Al di là della musica, quello che colpisce di più in Maieron è la particolare timbrica della voce: bassa, profonda, intensa. Una voce che ricorda Leonard Cohen, ma anche la corteccia di una quercia. Una voce magica al servizio di temi come la memoria, l'amicizia, «il vissuto, la solidità che l'esistenza pretende», per dirla con le sue parole. Una vita, già intensamente vissuta - Maieron nasce attorno alla metà degli anni ’50 - che a volte “costa un po’ di fatica in più”. Ma non aspettatevi malinconia da questo disco che è, fino in fondo, quello che promette di essere: un album di viaggio epico sulle terre di confine, in qualsiasi accezione si voglia intendere il confine.

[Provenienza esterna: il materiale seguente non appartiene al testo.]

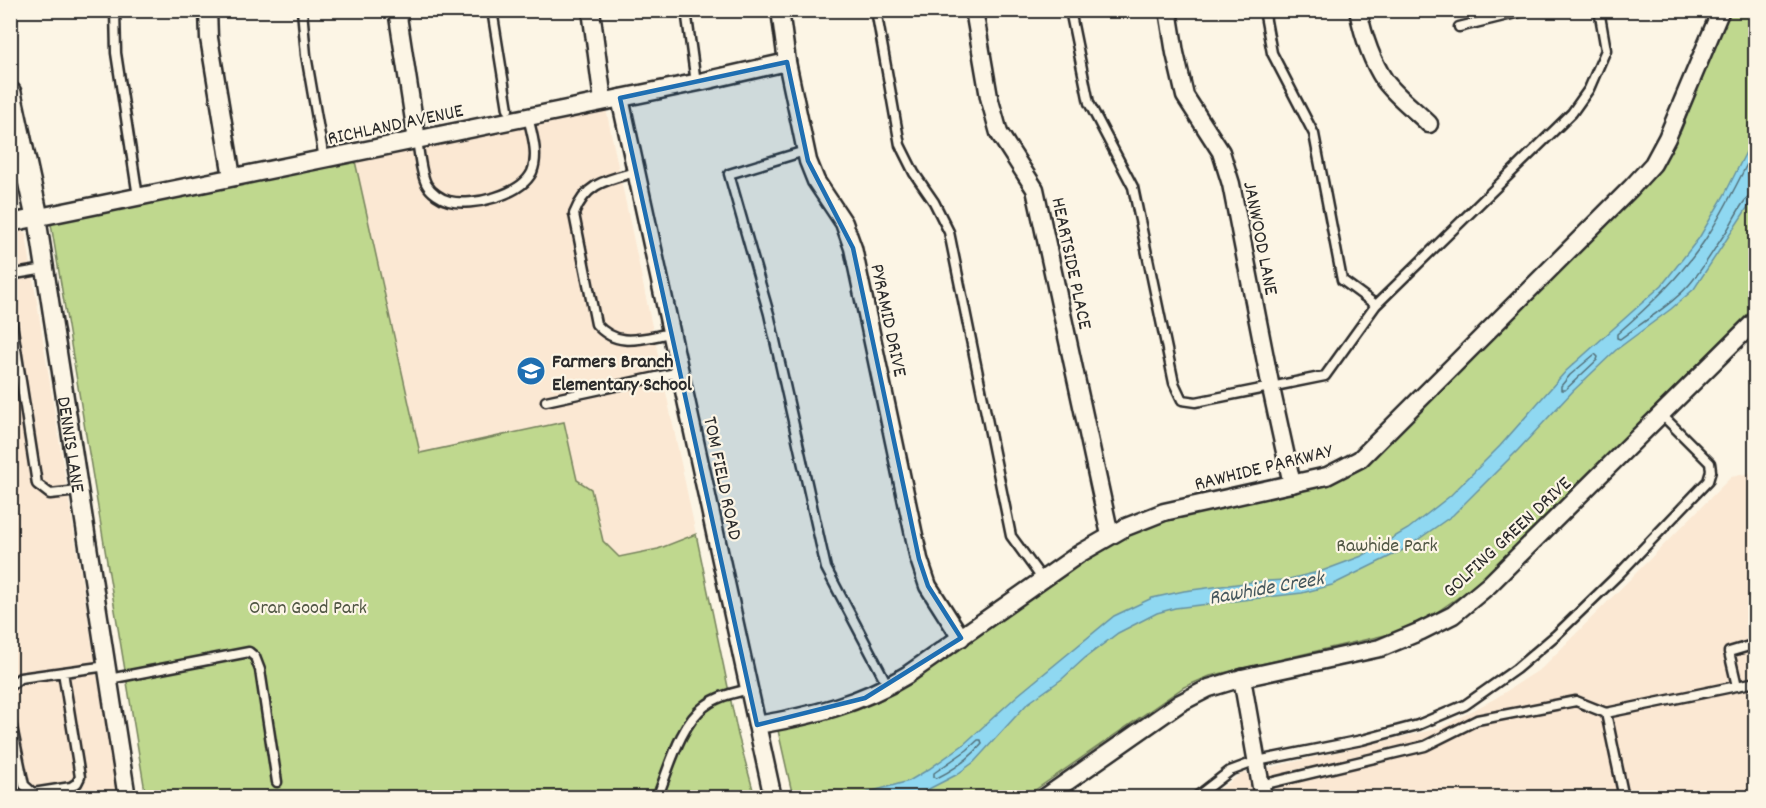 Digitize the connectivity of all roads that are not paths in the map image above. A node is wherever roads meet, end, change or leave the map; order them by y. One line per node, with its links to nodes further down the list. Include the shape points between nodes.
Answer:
1 (115, 10): 33 (lane, via 116,53)
2 (207, 10): 32 (street)
3 (302, 10): 30 (lane)
4 (397, 10): 28 (street)
5 (492, 10): 24 (lane)
6 (591, 10): 23 (street)
7 (686, 10): 20 (lane)
8 (780, 10): 19 (street, PYRAMID DRIVE)
9 (876, 10): 49 (lane, via 900,145 949,232 1011,537)
10 (974, 10): 48 (street, HEARTSIDE PLACE, via 999,133 1035,189)
11 (1070, 10): 43 (lane, via 1089,103 1133,187 1174,382 1182,400 1196,402)
12 (1168, 10): 43 (street, JANWOOD LANE, via 1185,96 1221,152 1231,184)
13 (1264, 10): 38 (lane, via 1272,53 1314,134 1342,280)
14 (1358, 10): 26 (street, via 1370,52 1386,82)
15 (1528, 10): 18 (lane)
16 (1599, 10): 38 (lane, via 1606,50 1590,89 1572,113)
17 (1721, 10): 46 (street, RAWHIDE PARKWAY, via 1653,164 1360,459 1327,476)
18 (1459, 27)
19 (787, 62): 20 (street, RICHLAND AVENUE); 29 (street, PYRAMID DRIVE)
20 (696, 83): 22 (street, RICHLAND AVENUE)
21 (10, 93): 27 (street, DENNIS LANE)
22 (620, 98): 23 (street, RICHLAND AVENUE); 31 (street, TOM FIELD ROAD)
23 (603, 101): 25 (street, RICHLAND AVENUE)
24 (508, 109)
25 (528, 117): 28 (street, RICHLAND AVENUE); 28 (lane, via 535,156 532,172 508,194 466,203 448,201 426,184)
26 (1429, 124)
27 (14, 132): 34 (street, DENNIS LANE)
28 (417, 140): 30 (street, RICHLAND AVENUE)
29 (805, 151): 50 (street, PYRAMID DRIVE, via 816,181 844,223 853,248 919,559 928,586); 59 (lane, via 729,174 769,314 826,568)
30 (324, 159): 32 (street, RICHLAND AVENUE)
31 (636, 171): 41 (street, TOM FIELD ROAD); 41 (lane, via 604,180 590,189 573,214 596,324 604,334 619,340)
32 (232, 177): 33 (street, RICHLAND AVENUE)
33 (138, 197): 34 (street, RICHLAND AVENUE)
34 (37, 217): 35 (street, RICHLAND AVENUE); 36 (street, DENNIS LANE)
35 (10, 223)
36 (45, 269): 37 (lane); 47 (street, DENNIS LANE)
37 (10, 278)
38 (1376, 305): 43 (lane, via 1325,376)
39 (10, 310): 47 (lane, via 37,484 51,494)
40 (1755, 320): 45 (street, GOLFING GREEN DRIVE)
41 (671, 333): 42 (street, TOM FIELD ROAD)
42 (680, 372): 44 (lane); 60 (street, TOM FIELD ROAD)
43 (1271, 388): 46 (street, JANWOOD LANE)
44 (546, 401)
45 (1662, 415): 54 (street, GOLFING GREEN DRIVE, via 1489,585 1453,615 1380,648); 64 (lane, via 1710,463 1708,481 1556,635 1465,705 1418,725)
46 (1292, 484): 48 (street, RAWHIDE PARKWAY, via 1164,512)
47 (79, 491): 53 (street, DENNIS LANE)
48 (1110, 535): 49 (street, RAWHIDE PARKWAY)
49 (1043, 580): 50 (street, RAWHIDE PARKWAY)
50 (961, 638): 59 (street, RAWHIDE PARKWAY)
51 (1755, 644): 58 (lane, via 1729,652)
52 (63, 672): 53 (lane); 55 (lane); 67 (lane, via 80,777 71,787)
53 (108, 673): 65 (lane, via 249,652 260,670); 69 (street, DENNIS LANE)
54 (1242, 678): 64 (street); 71 (street, GOLFING GREEN DRIVE, via 1209,688 1180,703)
55 (15, 679): 57 (lane)
56 (1755, 682): 58 (lane)
57 (10, 686)
58 (1737, 686): 61 (lane)
59 (888, 687): 63 (street, RAWHIDE PARKWAY, via 839,708)
60 (749, 689): 63 (street, TOM FIELD ROAD); 70 (lane, via 725,695 705,705 693,717)
61 (1606, 713): 66 (lane, via 1576,701 1477,720 1425,746); 73 (lane)
62 (10, 717): 67 (lane, via 24,785)
63 (757, 725): 68 (street, TOM FIELD ROAD)
64 (1257, 761): 66 (street); 72 (lane, via 1230,771)
65 (277, 782)
66 (1262, 791)
67 (34, 795)
68 (772, 795)
69 (127, 798)
70 (657, 798)
71 (1044, 798)
72 (1196, 798)
73 (1624, 798) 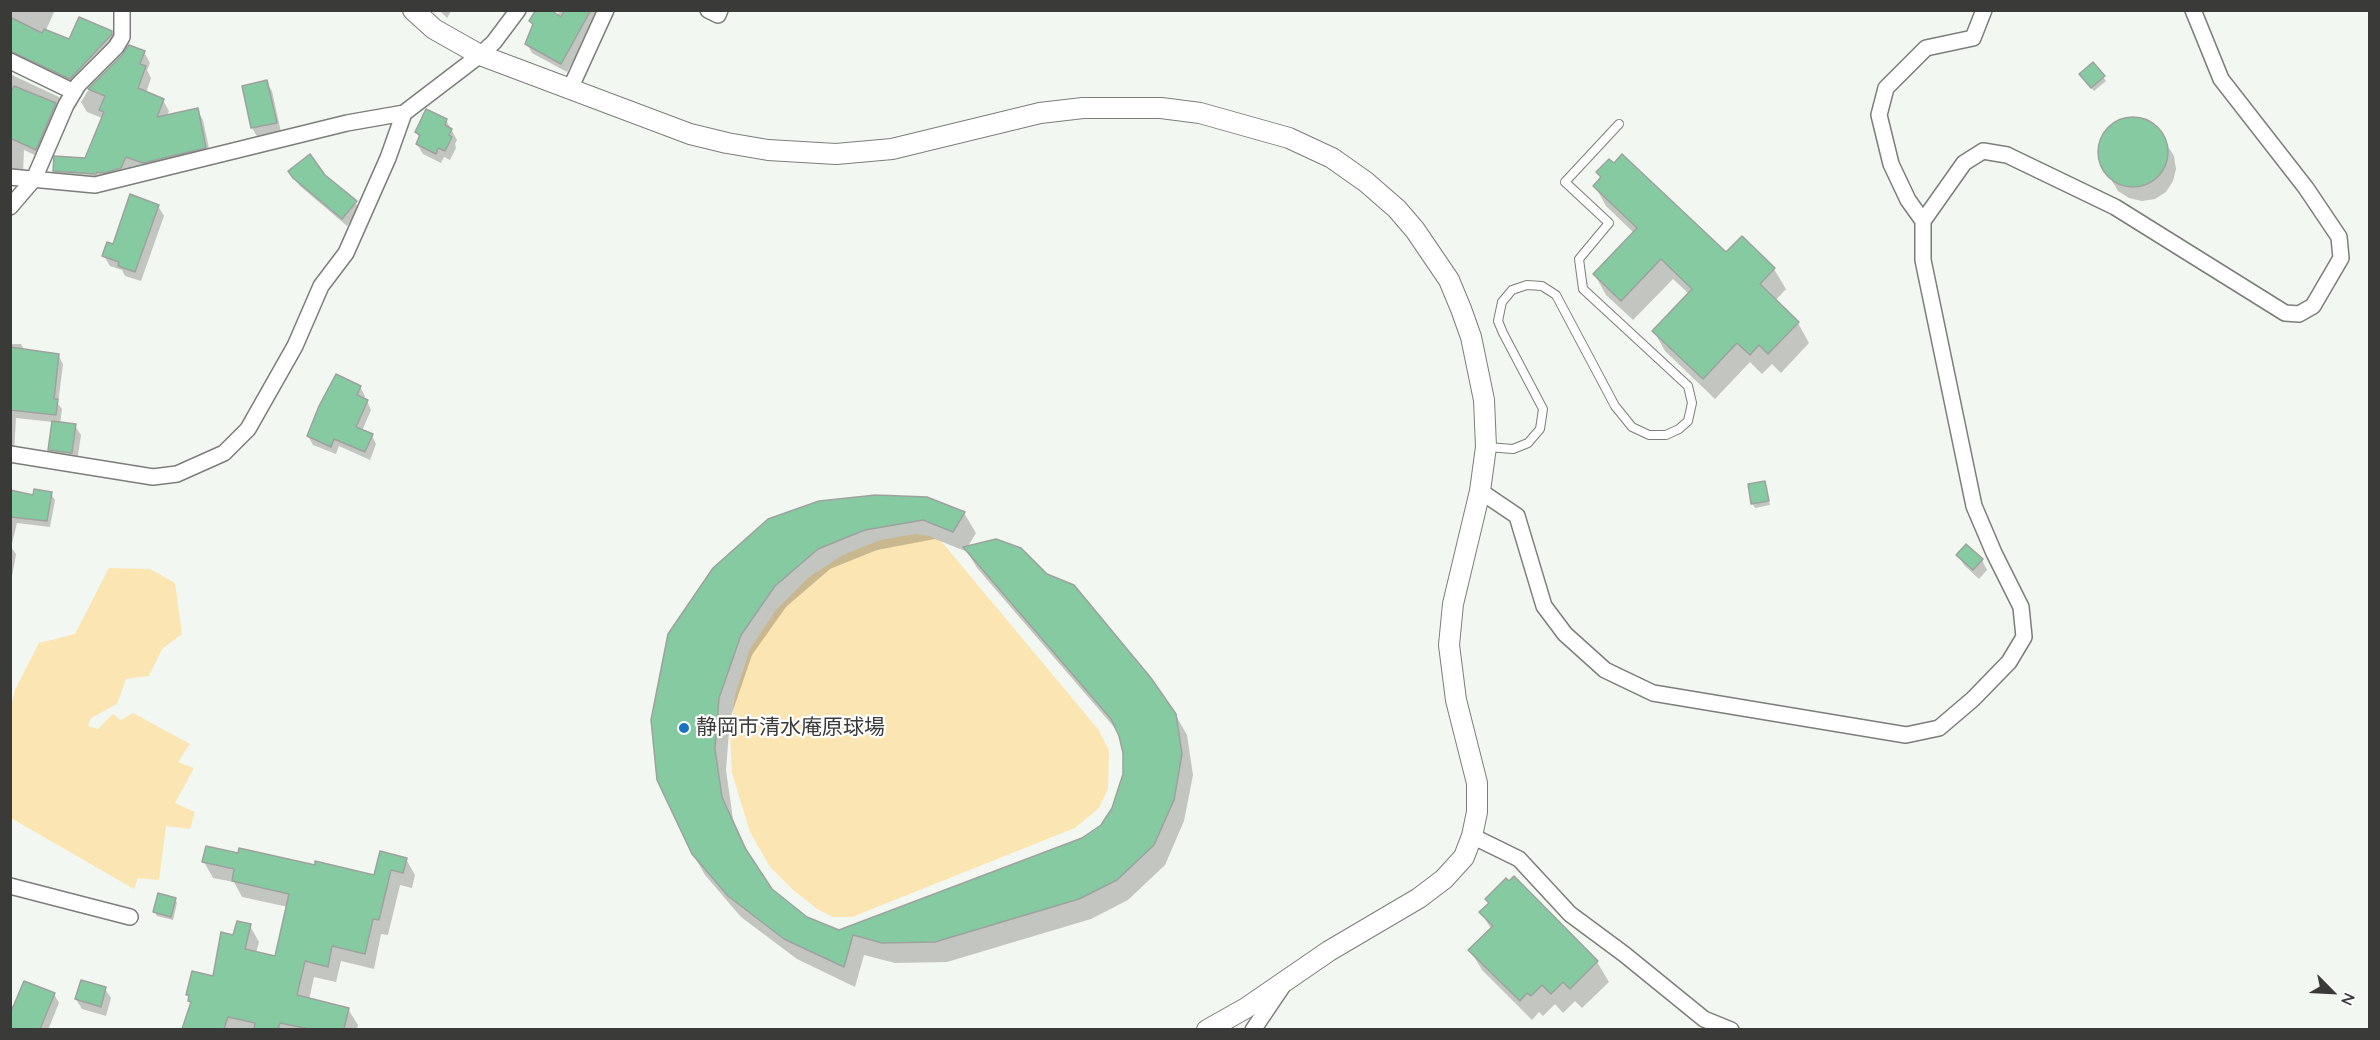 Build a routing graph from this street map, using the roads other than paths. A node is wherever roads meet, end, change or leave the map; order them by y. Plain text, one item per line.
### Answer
1 (413, 10) edge
2 (518, 10) edge
3 (606, 10) edge
4 (708, 10) edge
5 (720, 10) edge
6 (1984, 10) edge
7 (2193, 10) edge
8 (125, 11) edge
9 (480, 55) junction
10 (10, 61) edge
11 (570, 89) junction
12 (74, 92) junction
13 (404, 113) junction
14 (1619, 124) dead end
15 (10, 177) edge
16 (34, 179) junction
17 (10, 207) edge
18 (1923, 220) junction
19 (1486, 447) junction
20 (10, 454) edge
21 (1480, 491) junction
22 (1472, 836) junction
23 (10, 886) edge
24 (130, 917) dead end
25 (1287, 979) junction
26 (1207, 1029) edge
27 (1253, 1029) edge
28 (1731, 1029) edge

1 - 9 street
2 - 9 street
3 - 11 street
4 - 5 street
6 - 18 street
7 - 18 street
8 - 12 street
9 - 11 street
9 - 13 street
10 - 12 street
11 - 19 street
12 - 16 street
13 - 16 street
13 - 20 street
14 - 19 lane
15 - 16 street
16 - 17 street
18 - 21 street
19 - 21 street
21 - 22 street
22 - 25 street
22 - 28 street
23 - 24 street
25 - 26 street
25 - 27 street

"Le cose attorno a noi non dicono tutto.
Fruga, trova il suono e ascolta.
Il suono parla prima delle parole.
Non temere ascolta.
Sali il pendio e riassumi.
Lascia cio` che non ti serve,
insegui il tuo suono tra le foglie ed i clacson.
E’ il gioco dei passi
tra lo specchietto e il domani,
fasci di nuvole tra vino e cielo.
Anche i colpi diventano suono
e il tuo canto cresce".

Così scrive Gigi sulla copertina dell'album, fotografando in modo epigrammatico il contenuto, il viaggio, lo scopo dell'intero lavoro. Che è, per togliere qualsiasi dubbio, un lavoro egregio. Mi punge vaghezza di citare un particolare divertente. Gigi Maieron è reduce da due album con Michele Gazich. Massimo Bubola, quando ha smesso di collaborare con Gazich ha fatto un disco eminemente chitarristico, Maieron anche. L'eccesso di violini ed archi di Michele sembra quasi destinato a "immunizzare" i suoi ex partner dal ricorso agli archi. Ne escono però buoni dischi chitarristici, come erano buoni quelli ricchi di violini folk. Una domanda oziosa è chiedersi se queste storie di frontiera avrebbero potuto suonare bene allo stesso modo aggiungendo il violino. Probabilmente sì, ma tanto siamo destinati a non saperlo. Per ora ci beiamo del suono scabro di alcuni brani ("Questa faccia", "Filo spinato"), di quello comunque rotondo di altri ("Vino, tabacco e cielo", "Il peso della neve", "Cramar-marochin").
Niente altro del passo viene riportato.